Monday, November 30, 2009

Confidence in my shamelessness.

Usually that confidence is accompanied by some snide remark about how it should be ok when I'm feeling chilled and nauseous all day to stay in my sweats, drive to school unshowered and in flip flops... but lets face it, that defensive reaction comes from my concern that there will be no way to appease the outside world so its best to succumb to a fake form of confidence and put up my dukes - ready for opposition and judgement.

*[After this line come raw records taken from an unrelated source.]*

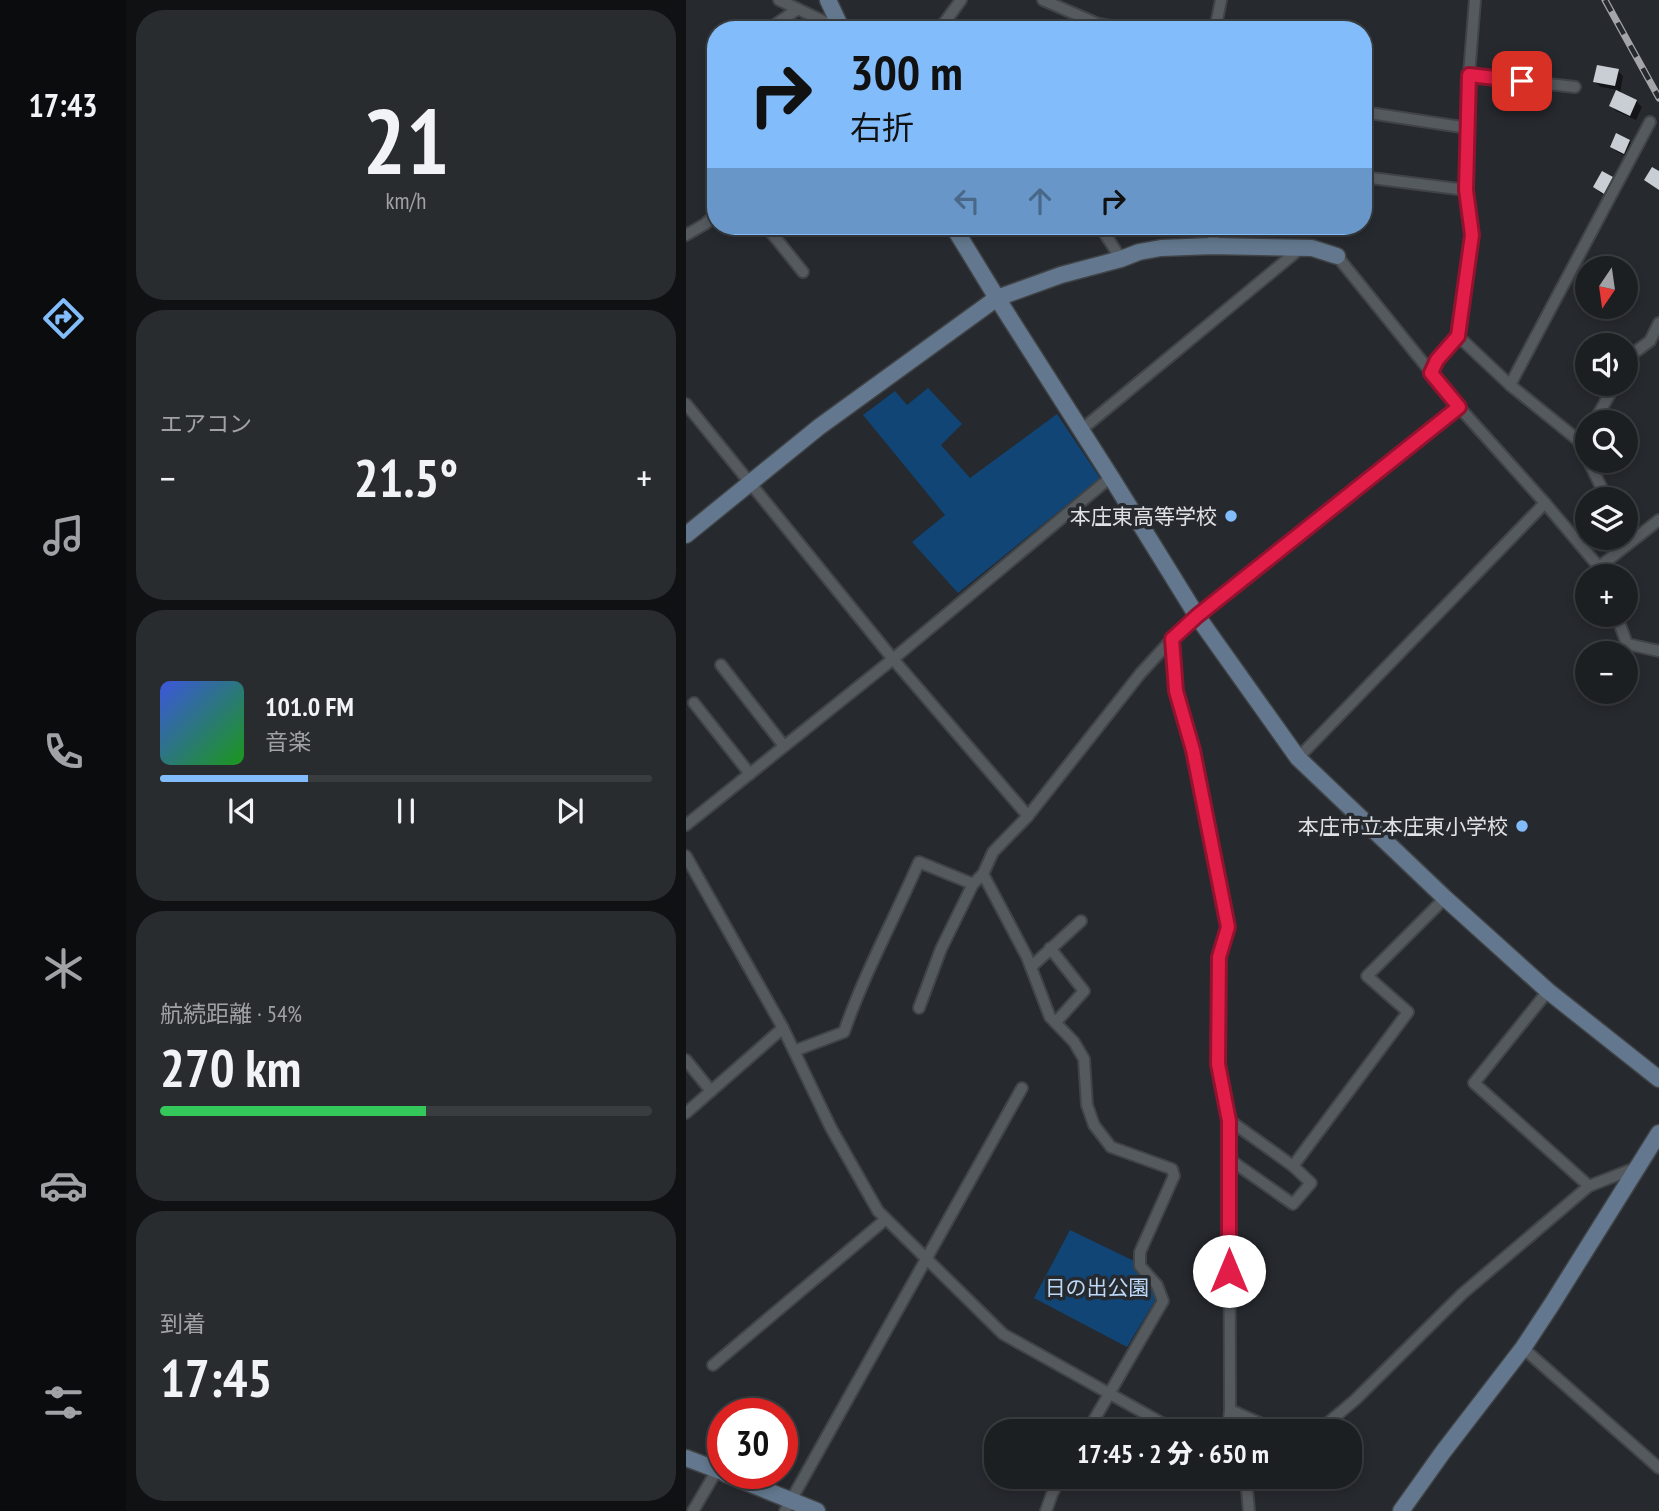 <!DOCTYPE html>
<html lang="ja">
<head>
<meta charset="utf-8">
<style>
	body { margin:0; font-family:"PT Sans Narrow","Noto Sans JP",sans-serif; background:#292c2f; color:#f1f3f6; height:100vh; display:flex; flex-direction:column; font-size:26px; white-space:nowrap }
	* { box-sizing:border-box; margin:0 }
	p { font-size:23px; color:#a0a2a5 }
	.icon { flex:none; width:38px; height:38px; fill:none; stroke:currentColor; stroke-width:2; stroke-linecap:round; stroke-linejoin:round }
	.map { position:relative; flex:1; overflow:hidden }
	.details { display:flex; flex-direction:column; gap:10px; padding:10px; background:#0f1113; width:560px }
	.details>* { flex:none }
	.top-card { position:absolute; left:21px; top:21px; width:665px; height:214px; border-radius:28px; box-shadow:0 4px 10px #0003,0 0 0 2px #3a3d40; background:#82bcfa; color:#111; overflow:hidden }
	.needle { width:46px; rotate:193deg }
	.fabs { position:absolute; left:889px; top:256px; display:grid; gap:14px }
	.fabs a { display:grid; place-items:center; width:63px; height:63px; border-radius:50%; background:#1c1f22; box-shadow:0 4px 10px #0003,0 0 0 2px #3a3d40; font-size:35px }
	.speed { position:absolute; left:21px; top:1398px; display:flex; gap:14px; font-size:35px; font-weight:700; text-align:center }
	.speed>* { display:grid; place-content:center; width:91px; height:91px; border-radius:50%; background:#1c1f22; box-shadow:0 4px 10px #0003,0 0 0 2px #3a3d40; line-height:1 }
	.speed .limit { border:10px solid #d22; background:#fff; color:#111 }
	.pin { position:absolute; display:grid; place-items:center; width:60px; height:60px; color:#fff; margin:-30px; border-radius:14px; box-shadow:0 4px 10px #0006 }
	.me { position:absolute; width:77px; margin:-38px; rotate:0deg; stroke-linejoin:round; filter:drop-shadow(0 0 5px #0008) }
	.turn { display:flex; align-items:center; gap:24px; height:147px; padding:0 28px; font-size:32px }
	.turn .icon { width:91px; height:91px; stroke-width:2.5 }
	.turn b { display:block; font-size:49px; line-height:60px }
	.lanes { display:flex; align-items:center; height:66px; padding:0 28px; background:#0003; justify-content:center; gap:35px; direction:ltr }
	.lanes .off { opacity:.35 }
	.big { font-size:52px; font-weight:800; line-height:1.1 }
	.details .tile { flex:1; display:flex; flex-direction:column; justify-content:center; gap:10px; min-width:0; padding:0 24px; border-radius:28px; background:#292c2f }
	.details .dial { align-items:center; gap:0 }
	.dial b { font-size:91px; line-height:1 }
	.song { display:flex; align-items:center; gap:21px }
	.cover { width:84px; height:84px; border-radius:10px; background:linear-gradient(135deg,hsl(230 70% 55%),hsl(120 70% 35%)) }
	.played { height:7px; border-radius:4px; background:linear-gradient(90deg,#82bcfa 30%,#3a3d40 30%) }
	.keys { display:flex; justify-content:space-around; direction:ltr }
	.heat { display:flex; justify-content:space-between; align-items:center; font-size:38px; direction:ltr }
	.charge { height:10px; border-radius:5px; background:linear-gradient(90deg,#34c759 54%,#3a3d40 0) }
	.trip { position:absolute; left:298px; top:1419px; width:378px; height:70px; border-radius:28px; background:#1c1f22; box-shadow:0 4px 10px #0003,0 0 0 2px #3a3d40; font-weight:800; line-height:70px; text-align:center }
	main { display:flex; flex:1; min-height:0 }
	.tab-bar { display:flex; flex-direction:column; width:126px; justify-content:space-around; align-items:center; background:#0b0c0e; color:#a0a2a5 }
	.tab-bar .icon { width:49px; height:49px }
	.tab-bar .active { color:#82bcfa }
	.tab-bar b { font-size:32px; color:#f1f3f6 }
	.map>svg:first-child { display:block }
	.green { fill:#114575 }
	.shadow { fill:#0007 }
	.building { fill:#c9ced4 }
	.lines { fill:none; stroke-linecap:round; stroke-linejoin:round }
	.street-casing { stroke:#414447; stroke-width:14 }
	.secondary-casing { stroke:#414447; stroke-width:19 }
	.street { stroke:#555a5f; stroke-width:10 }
	.secondary { stroke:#63788e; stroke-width:16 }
	.rail-casing { stroke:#a3a5a9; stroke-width:7 }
	.rail { stroke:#26292e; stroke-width:4.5; stroke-dasharray:13; stroke-linecap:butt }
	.route-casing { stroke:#92132f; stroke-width:18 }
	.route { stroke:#e11d48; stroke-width:12 }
	.poi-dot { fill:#82bcfa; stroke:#26292e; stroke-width:2.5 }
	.labels { text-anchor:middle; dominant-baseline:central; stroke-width:7; stroke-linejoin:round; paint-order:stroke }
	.poi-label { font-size:21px; fill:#dfe1e4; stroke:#26292e; text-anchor:end }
	.park-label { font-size:21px; fill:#bbd8f7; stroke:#26292e }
</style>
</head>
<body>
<main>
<nav class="tab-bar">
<b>17:43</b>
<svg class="icon active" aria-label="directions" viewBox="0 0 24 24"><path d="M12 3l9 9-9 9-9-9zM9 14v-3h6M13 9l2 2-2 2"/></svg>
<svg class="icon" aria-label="music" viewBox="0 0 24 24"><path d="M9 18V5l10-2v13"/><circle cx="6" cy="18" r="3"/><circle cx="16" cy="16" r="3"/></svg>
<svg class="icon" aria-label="phone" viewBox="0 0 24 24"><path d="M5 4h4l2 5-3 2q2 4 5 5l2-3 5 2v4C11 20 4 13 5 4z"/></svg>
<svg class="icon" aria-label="climate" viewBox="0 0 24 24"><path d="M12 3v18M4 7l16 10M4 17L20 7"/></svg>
<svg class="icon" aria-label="car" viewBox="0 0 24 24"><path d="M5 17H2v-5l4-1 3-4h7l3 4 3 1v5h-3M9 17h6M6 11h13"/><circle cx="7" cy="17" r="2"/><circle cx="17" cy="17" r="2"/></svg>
<svg class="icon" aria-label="filters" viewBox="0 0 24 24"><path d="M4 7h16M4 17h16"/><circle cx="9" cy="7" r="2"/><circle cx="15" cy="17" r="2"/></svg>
</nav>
<section class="details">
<div class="tile dial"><b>21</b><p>km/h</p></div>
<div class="tile"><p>エアコン</p>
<div class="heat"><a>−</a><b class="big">21.5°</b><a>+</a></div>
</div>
<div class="tile">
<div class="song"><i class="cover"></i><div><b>101.0 FM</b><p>音楽</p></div></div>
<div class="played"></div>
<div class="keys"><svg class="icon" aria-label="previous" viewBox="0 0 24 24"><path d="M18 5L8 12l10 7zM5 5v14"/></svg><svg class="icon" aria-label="pause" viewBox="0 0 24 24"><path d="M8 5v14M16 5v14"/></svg><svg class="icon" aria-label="next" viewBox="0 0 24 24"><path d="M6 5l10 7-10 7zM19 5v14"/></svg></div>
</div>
<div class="tile"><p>航続距離 · 54%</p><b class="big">270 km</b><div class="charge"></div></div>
<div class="tile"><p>到着</p><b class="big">17:45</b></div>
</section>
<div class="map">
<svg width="973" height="1511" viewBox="0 0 973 1511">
	<rect width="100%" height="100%" fill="#26292e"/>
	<!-- green -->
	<g class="green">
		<path d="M242,388L276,424L255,445L284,478L371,414L414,478L272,593L226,542L259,515L177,415L209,391L221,405Z"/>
		<path d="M384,1230L448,1261L451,1271L467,1287L470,1299L441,1347L348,1298Z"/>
	</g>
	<!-- shadow -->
	<g class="shadow">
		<path d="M932,71L937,76L934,94L950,101L956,107L950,120L930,111L925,105L932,90L915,87L909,82Z"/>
		<path d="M943,141L949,147L944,158L931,152L926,147Z"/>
		<path d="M926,178L932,184L924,198L914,193L909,187Z"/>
	</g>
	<!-- building -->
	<g class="building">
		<path d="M911,65L933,69L929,86L907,82Z"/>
		<path d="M930,90L951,100L944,116L923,106Z"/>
		<path d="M930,133L944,140L938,154L924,147Z"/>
		<path d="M966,167L973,171V190L958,180Z"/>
		<path d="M916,171L927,177L918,194L907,187Z"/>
	</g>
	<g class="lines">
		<!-- street casing -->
		<g class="street-casing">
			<g id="street">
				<path d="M93,0L156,30"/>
				<path d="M357,0L412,24L449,30"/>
				<path d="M81,30L112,9"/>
				<path d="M253,30L275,0"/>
				<path d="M529,30L535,0"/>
				<path d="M26,61L30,59"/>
				<path d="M783,75L889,87"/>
				<path d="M677,112L782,128"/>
				<path d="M677,177L780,190"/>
				<path d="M80,226L117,272"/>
				<path d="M414,226L435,259"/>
				<path d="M0,235L19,224L30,214"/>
				<path d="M526,246L529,226"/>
				<path d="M651,256L773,407L859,503L913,567L916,576"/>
				<path d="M772,336L824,385L892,440L901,460"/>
				<path d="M940,365L945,355L964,341L973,323"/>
				<path d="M745,373L751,360L772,336L786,235L780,190L783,75L789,0"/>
				<path d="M824,385L964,122"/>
				<path d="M0,404L207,659L342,816"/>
				<path d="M908,422L930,383"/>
				<path d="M395,430L615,248"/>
				<path d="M902,460L921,499"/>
				<path d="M913,567L973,520"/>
				<path d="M930,614L941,644L973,651"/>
				<path d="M486,639L490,691L507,750L542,927L533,957L532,1064L543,1120L544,1410L542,1432"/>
				<path d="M35,665L98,746"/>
				<path d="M8,703L64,774"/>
				<path d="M612,758L859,503"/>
				<path d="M0,825L207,659L425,477"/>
				<path d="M0,856L97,1028L145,1128L192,1211L317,1334L492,1432"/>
				<path d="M297,874L341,957L364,1017L388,1042L398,1059L401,1105L408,1125L425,1147L486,1169L488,1176L454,1252V1266L471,1285L477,1301L401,1432"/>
				<path d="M364,948L398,991L370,1022"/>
				<path d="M345,967L395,921"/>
				<path d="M862,991L788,1083L903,1186"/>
				<path d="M233,1008L255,949L287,884"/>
				<path d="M108,1051L158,1032C178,974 208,919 233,862L287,884L297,874L307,852L342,816L454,674L486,639L511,616L773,407"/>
				<path d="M0,1060L25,1091"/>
				<path d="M0,1113L97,1028"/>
				<path d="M543,1120L607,1166L722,1012L681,976L759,898"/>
				<path d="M543,1159L607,1204L625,1183L607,1166"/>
				<path d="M837,1348L973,1468"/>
				<path d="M27,1365L200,1219"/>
				<path d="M544,1410L594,1432"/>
				<path d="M629,1432L637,1427L669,1400L776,1294L903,1186L952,1167"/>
				<path d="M558,1477L560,1479L563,1511"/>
				<path d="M7,1511L31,1470"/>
				<path d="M99,1511L336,1088"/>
				<path d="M360,1511L366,1494L375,1477"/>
			</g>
		</g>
		<!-- secondary casing -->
		<g class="secondary-casing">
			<g id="secondary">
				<path d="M142,0L156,30"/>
				<path d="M267,226L311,298L425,477L511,616L612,758L759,898L862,991L973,1079"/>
				<path d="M0,535L133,427L311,298L375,275L435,259L453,252L475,248L526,246L626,248L651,256"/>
				<path d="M0,1458L37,1472"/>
				<path d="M40,1474L131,1511"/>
				<path d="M715,1511L757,1452L837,1348L866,1304L973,1133"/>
			</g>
		</g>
		<!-- street -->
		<use href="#street" class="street"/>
		<!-- secondary -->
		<use href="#secondary" class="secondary"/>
		<!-- rail casing -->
		<g class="rail-casing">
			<path id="rail" d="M919,0L973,98"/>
		</g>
		<!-- rail -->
		<use href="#rail" class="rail"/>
	</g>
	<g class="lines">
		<!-- route casing -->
		<g class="route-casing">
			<path id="route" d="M543,1271V1121L532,1064L533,957L542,927L507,750L490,691L486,639L511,616L773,407L745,373L751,360L772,336L786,235L780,190L783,75L836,81"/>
		</g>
		<!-- route -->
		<use href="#route" class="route"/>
	</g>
	<!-- markers -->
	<g class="poi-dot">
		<circle cx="545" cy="516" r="7"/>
		<circle cx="836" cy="826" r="7"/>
	</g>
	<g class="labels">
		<!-- poi labels -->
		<g class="poi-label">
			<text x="531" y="516">本庄東高等学校</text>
			<text x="822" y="826">本庄市立本庄東小学校</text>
		</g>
		<!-- park labels -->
		<g class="park-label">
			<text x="411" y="1287">日の出公園</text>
		</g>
	</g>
</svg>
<div class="fabs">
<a><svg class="needle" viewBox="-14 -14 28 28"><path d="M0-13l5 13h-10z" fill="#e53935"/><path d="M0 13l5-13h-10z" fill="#a0a2a5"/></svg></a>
<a><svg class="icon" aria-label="sound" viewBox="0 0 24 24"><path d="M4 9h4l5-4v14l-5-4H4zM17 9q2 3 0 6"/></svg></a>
<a><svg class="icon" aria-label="search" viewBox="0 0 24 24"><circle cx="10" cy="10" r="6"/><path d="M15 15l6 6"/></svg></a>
<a><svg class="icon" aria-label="layers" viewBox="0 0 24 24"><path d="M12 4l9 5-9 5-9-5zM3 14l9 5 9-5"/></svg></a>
<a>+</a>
<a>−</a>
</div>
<div class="speed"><div class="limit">30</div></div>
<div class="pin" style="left:836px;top:81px;background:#d93025"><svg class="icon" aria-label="arrive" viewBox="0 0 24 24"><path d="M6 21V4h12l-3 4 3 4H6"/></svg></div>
<svg class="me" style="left:543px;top:1271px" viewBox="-20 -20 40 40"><circle r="19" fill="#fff"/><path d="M0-13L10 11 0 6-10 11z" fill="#e11d48"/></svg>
<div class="trip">17:45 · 2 分 · 650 m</div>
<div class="top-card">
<div class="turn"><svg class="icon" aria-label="right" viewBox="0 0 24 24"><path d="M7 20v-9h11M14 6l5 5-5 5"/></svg><div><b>300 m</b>右折</div></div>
<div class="lanes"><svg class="icon off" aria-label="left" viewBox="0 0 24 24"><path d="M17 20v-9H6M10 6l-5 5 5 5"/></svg><svg class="icon off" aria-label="ahead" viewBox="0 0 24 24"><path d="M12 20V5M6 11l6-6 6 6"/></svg><svg class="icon" aria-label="right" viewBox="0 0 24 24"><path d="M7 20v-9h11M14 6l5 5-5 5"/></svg></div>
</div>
</div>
</main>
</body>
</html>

But not today. Today God told me that He would bless me and that I was to sit still. Allow Him to work. And trust that He would bring everything together. I was quietly confident in my inability to accomplish anything; but more than that, I was obedient in not accomplishing what I thought necessary to accomplish. I walked around the house without turning the TV on since lately Kyle and I have felt strongly that our children's misbehavior and lack of ability to focus is another symptom of too much TV in their lives. And although I thought it would be easier to turn on the TV, I felt that that was actually a lie. The repercussions would be such that I'd be entertaining them and fighting for moments alone once the entertainment seized to entertain.

The kids took care of me... their words were (for the most part) kind to each other and loving in very mature ways. William spent 10 minutes this morning stroking my forehead while I laid in bed (in obedience to what Kyle asked him to do! too cute!)... Katie helped around the house without me asking... Ben was surprisingly less vocal about his disgust at not getting his way... yes, God is good. Friends cared. There's always Valet. And Kyle proves to be a doctor of sorts when the rubber meets the road.

Thank you Lord for today. Although I'm tired and sick I can still see your face in all of it.

1 comment:

  1. Thanks for posting these things. I am ever grateful for your ability to see God's hand in your life, shaping and molding you in ways that are beautiful and yes...painful all at the same time.